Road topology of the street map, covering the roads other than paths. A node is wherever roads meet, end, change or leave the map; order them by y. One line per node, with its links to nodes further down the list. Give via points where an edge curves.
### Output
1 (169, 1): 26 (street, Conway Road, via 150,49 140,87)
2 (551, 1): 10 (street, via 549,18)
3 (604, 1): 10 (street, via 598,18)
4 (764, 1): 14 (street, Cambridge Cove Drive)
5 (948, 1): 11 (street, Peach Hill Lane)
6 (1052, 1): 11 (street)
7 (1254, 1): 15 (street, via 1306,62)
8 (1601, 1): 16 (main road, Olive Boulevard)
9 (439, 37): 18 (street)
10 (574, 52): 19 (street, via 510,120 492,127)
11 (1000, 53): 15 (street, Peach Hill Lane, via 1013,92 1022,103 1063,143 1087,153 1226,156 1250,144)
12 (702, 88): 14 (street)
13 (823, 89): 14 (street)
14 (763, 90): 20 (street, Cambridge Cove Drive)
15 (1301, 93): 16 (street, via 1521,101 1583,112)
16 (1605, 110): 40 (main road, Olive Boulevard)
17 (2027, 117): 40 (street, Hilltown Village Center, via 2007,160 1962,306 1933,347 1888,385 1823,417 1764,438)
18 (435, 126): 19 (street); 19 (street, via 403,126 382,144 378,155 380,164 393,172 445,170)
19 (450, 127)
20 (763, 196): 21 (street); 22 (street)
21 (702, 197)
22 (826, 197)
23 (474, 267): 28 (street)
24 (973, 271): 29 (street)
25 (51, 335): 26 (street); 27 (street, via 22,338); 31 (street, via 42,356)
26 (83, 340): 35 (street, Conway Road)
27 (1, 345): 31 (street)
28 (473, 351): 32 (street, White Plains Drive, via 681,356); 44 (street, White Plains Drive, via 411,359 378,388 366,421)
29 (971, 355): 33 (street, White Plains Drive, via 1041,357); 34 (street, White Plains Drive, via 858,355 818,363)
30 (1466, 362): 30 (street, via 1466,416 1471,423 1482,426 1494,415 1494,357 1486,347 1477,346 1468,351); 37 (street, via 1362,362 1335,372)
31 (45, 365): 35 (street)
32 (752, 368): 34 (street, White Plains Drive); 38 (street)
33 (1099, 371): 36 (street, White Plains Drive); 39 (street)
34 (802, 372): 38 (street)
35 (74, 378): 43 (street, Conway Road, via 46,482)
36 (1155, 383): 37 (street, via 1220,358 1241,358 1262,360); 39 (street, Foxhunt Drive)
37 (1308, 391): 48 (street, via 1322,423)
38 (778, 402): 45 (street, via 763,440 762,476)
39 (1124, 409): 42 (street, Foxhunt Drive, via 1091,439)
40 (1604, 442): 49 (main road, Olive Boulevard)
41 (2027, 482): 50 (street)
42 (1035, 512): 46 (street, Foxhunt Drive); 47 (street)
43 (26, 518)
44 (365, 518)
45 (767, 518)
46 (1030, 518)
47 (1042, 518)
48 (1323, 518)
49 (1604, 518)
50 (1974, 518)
=-=-=-=-=
*Required action:* Retype the records in full. Keep every line identical to the original.

*Exercise solution:*
Road topology of the street map, covering the roads other than paths. A node is wherever roads meet, end, change or leave the map; order them by y. One line per node, with its links to nodes further down the list. Give via points where an edge curves.
### Output
1 (169, 1): 26 (street, Conway Road, via 150,49 140,87)
2 (551, 1): 10 (street, via 549,18)
3 (604, 1): 10 (street, via 598,18)
4 (764, 1): 14 (street, Cambridge Cove Drive)
5 (948, 1): 11 (street, Peach Hill Lane)
6 (1052, 1): 11 (street)
7 (1254, 1): 15 (street, via 1306,62)
8 (1601, 1): 16 (main road, Olive Boulevard)
9 (439, 37): 18 (street)
10 (574, 52): 19 (street, via 510,120 492,127)
11 (1000, 53): 15 (street, Peach Hill Lane, via 1013,92 1022,103 1063,143 1087,153 1226,156 1250,144)
12 (702, 88): 14 (street)
13 (823, 89): 14 (street)
14 (763, 90): 20 (street, Cambridge Cove Drive)
15 (1301, 93): 16 (street, via 1521,101 1583,112)
16 (1605, 110): 40 (main road, Olive Boulevard)
17 (2027, 117): 40 (street, Hilltown Village Center, via 2007,160 1962,306 1933,347 1888,385 1823,417 1764,438)
18 (435, 126): 19 (street); 19 (street, via 403,126 382,144 378,155 380,164 393,172 445,170)
19 (450, 127)
20 (763, 196): 21 (street); 22 (street)
21 (702, 197)
22 (826, 197)
23 (474, 267): 28 (street)
24 (973, 271): 29 (street)
25 (51, 335): 26 (street); 27 (street, via 22,338); 31 (street, via 42,356)
26 (83, 340): 35 (street, Conway Road)
27 (1, 345): 31 (street)
28 (473, 351): 32 (street, White Plains Drive, via 681,356); 44 (street, White Plains Drive, via 411,359 378,388 366,421)
29 (971, 355): 33 (street, White Plains Drive, via 1041,357); 34 (street, White Plains Drive, via 858,355 818,363)
30 (1466, 362): 30 (street, via 1466,416 1471,423 1482,426 1494,415 1494,357 1486,347 1477,346 1468,351); 37 (street, via 1362,362 1335,372)
31 (45, 365): 35 (street)
32 (752, 368): 34 (street, White Plains Drive); 38 (street)
33 (1099, 371): 36 (street, White Plains Drive); 39 (street)
34 (802, 372): 38 (street)
35 (74, 378): 43 (street, Conway Road, via 46,482)
36 (1155, 383): 37 (street, via 1220,358 1241,358 1262,360); 39 (street, Foxhunt Drive)
37 (1308, 391): 48 (street, via 1322,423)
38 (778, 402): 45 (street, via 763,440 762,476)
39 (1124, 409): 42 (street, Foxhunt Drive, via 1091,439)
40 (1604, 442): 49 (main road, Olive Boulevard)
41 (2027, 482): 50 (street)
42 (1035, 512): 46 (street, Foxhunt Drive); 47 (street)
43 (26, 518)
44 (365, 518)
45 (767, 518)
46 (1030, 518)
47 (1042, 518)
48 (1323, 518)
49 (1604, 518)
50 (1974, 518)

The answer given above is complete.